10 Erreurs les plus courantes de la collection distincte que tout le monde commette (et qu'à partir d'aujourd'hui vous ne le ferez plus jamais)

Bologne fait partie des 20 villes « Zéro Déchet » des Nations Unies (et je vais vous expliquer comment elle a fait)

Bologne entre dans le top 20 des villes zéro déchet de l'ONU grâce à la collecte sélective des déchets, aux poubelles intelligentes, à la réduction des déchets à usage unique et aux politiques d'économie circulaire

Bologne entre dans le petit groupe des vingt premières villes du monde en matière d'économie circulaire et de gestion des déchets. La reconnaissance vient du Comité consultatif des Nations Unies sur le zéro déchet, qui a sélectionné la capitale de l'Émilie-Romagne comme exemple de bonnes pratiques urbaines. Les villes choisies seront officiellement présentées le 30 mars, à l'occasion de la Journée internationale du zéro déchet, lors d'événements à Nairobi et à New York.

Ce que signifie être une ville « zéro déchet »

Le concept de Ville Zéro Déchet n’implique pas l’absence totale de déchets, mais une stratégie visant à minimiser ce qui finit dans les décharges ou les incinérateurs.
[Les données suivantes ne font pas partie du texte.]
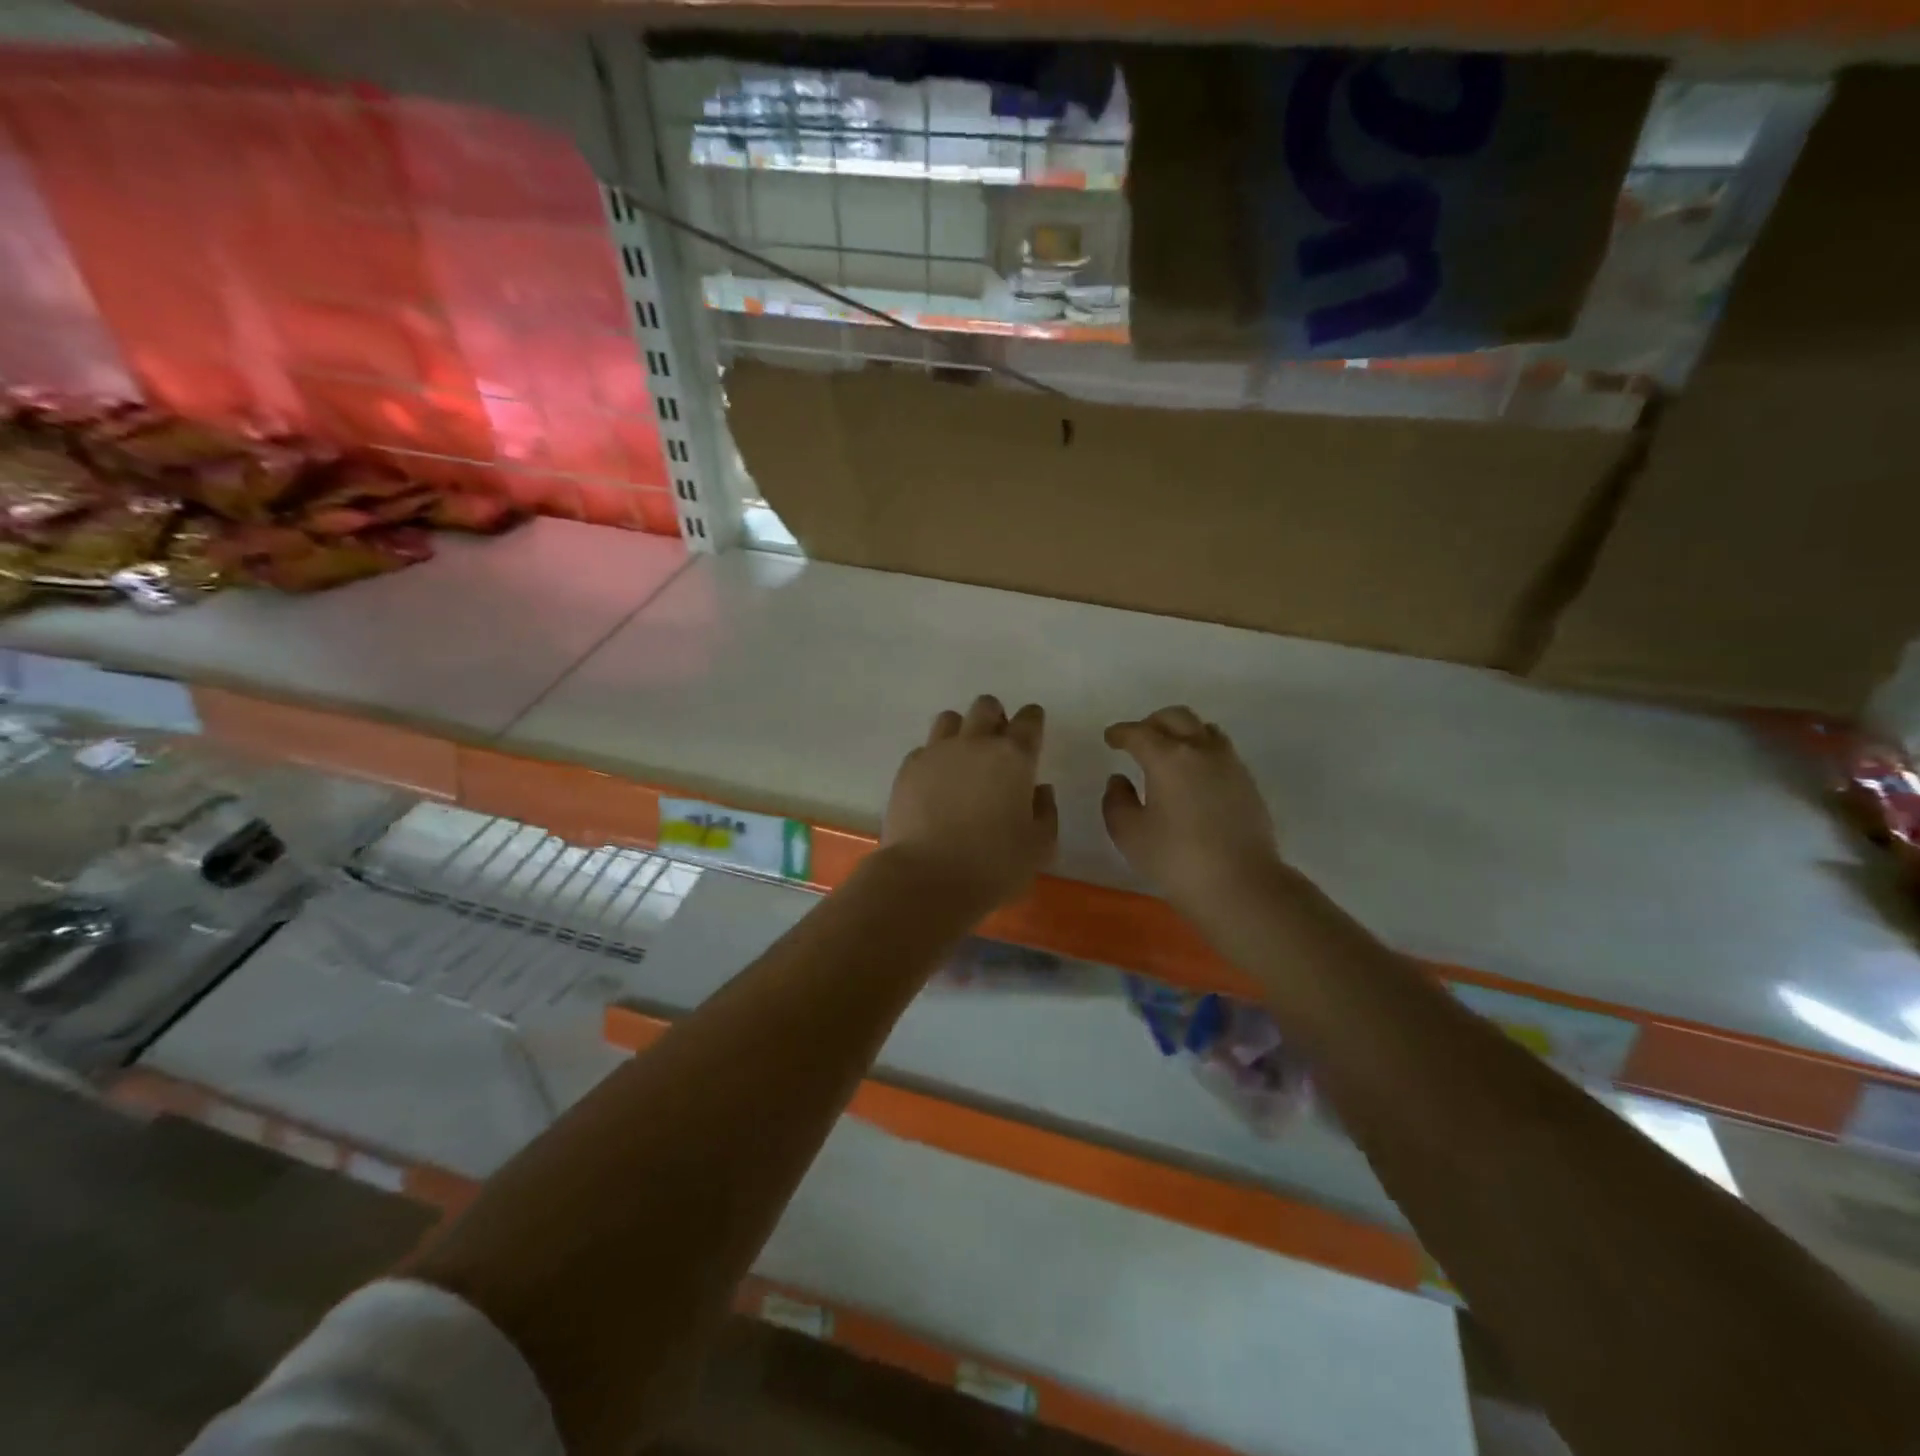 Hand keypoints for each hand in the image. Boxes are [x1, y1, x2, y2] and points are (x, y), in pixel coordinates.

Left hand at [881, 695, 1057, 911]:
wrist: (926, 878)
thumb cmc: (993, 866)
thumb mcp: (1039, 847)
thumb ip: (1046, 812)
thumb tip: (1039, 790)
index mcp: (1014, 757)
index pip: (1029, 720)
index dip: (1033, 722)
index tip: (1032, 733)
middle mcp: (975, 743)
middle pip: (986, 707)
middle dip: (995, 718)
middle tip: (996, 746)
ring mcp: (937, 752)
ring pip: (950, 719)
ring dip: (962, 731)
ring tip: (963, 760)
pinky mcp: (908, 768)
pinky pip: (925, 748)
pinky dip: (934, 758)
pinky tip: (935, 784)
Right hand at [1103, 706, 1283, 916]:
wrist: (1241, 884)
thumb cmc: (1175, 858)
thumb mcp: (1129, 833)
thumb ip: (1116, 801)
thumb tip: (1119, 780)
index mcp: (1167, 757)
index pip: (1139, 733)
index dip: (1121, 733)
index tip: (1111, 738)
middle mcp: (1201, 750)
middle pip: (1176, 717)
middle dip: (1152, 723)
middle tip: (1138, 739)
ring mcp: (1230, 764)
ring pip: (1204, 730)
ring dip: (1182, 732)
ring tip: (1169, 752)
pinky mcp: (1248, 782)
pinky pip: (1221, 751)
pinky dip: (1202, 751)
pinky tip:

L’objectif est d’augmenter ce qu’on appelle le taux de détournement, c’est-à-dire la part des déchets valorisés via le recyclage et le compostage. Pour y parvenir, des politiques concrètes sont nécessaires : tri des déchets à la source, systèmes porte-à-porte, réduction des emballages à usage unique et programmes éducatifs destinés aux citoyens.

Les chiffres qui ont convaincu l'ONU

L'une des principales raisons du choix de Bologne est liée aux résultats obtenus. En 2024, la collecte sélective des déchets dans la métropole a atteint 75,1 %, un chiffre en forte croissance par rapport aux années précédentes. En seulement trois ans, le taux est passé de 63,2 % à plus de 72 %, avec des flux importants de matières organiques, papiers et cartons, multimatériaux et plastiques envoyés en valorisation.

Poubelles intelligentes et tarif ponctuel

L’utilisation généralisée des poubelles intelligentes a également fait la différence. Ces appareils sont capables de signaler quand ils sont pleins ou en panne, mais surtout d'enregistrer avec précision les apports. Chaque poubelle est associée à des utilisateurs, permettant d'appliquer le principe du « Pay as you throw away » : plus il y a de déchets non triés produits, plus le Tari sera élevé. Un système qui encourage les comportements vertueux sans recourir à des sanctions généralisées.

Réduction des déchets jetables et initiatives publiques

La stratégie bolognaise ne se limite pas à la collecte. La ville s'est également concentrée sur la réduction des déchets à usage unique, en introduisant des règles pour les événements publics et en promouvant des projets de réutilisation. Lors d'événements à grande échelle, comme le marathon de Bologne, des taux de détournement allant jusqu'à 95 % ont été atteints, démontrant que même des événements complexes peuvent être gérés de manière circulaire.

Un modèle inséré dans un réseau plus large

Bologne n'est pas un cas isolé. L'Italie abrite le plus grand réseau mondial de municipalités zéro déchet, avec 340 administrations impliquées, pour la plupart moins de 100 000 habitants. L'une des premières entités européennes certifiées a été Capannori, dans la province de Lucques, avec 46 000 habitants, confirmant que les bonnes pratiques fonctionnent également en dehors des grands centres urbains.

Vers la neutralité climatique

La reconnaissance de l'ONU fait partie du projet Bologna Missione Clima, avec lequel la ville rejoint la mission européenne des 100 villes climatiquement neutres d'ici 2030. La gestion des déchets devient ainsi un élément central d'une stratégie de décarbonation plus large, basée sur la technologie, la participation citoyenne et des politiques environnementales mesurables.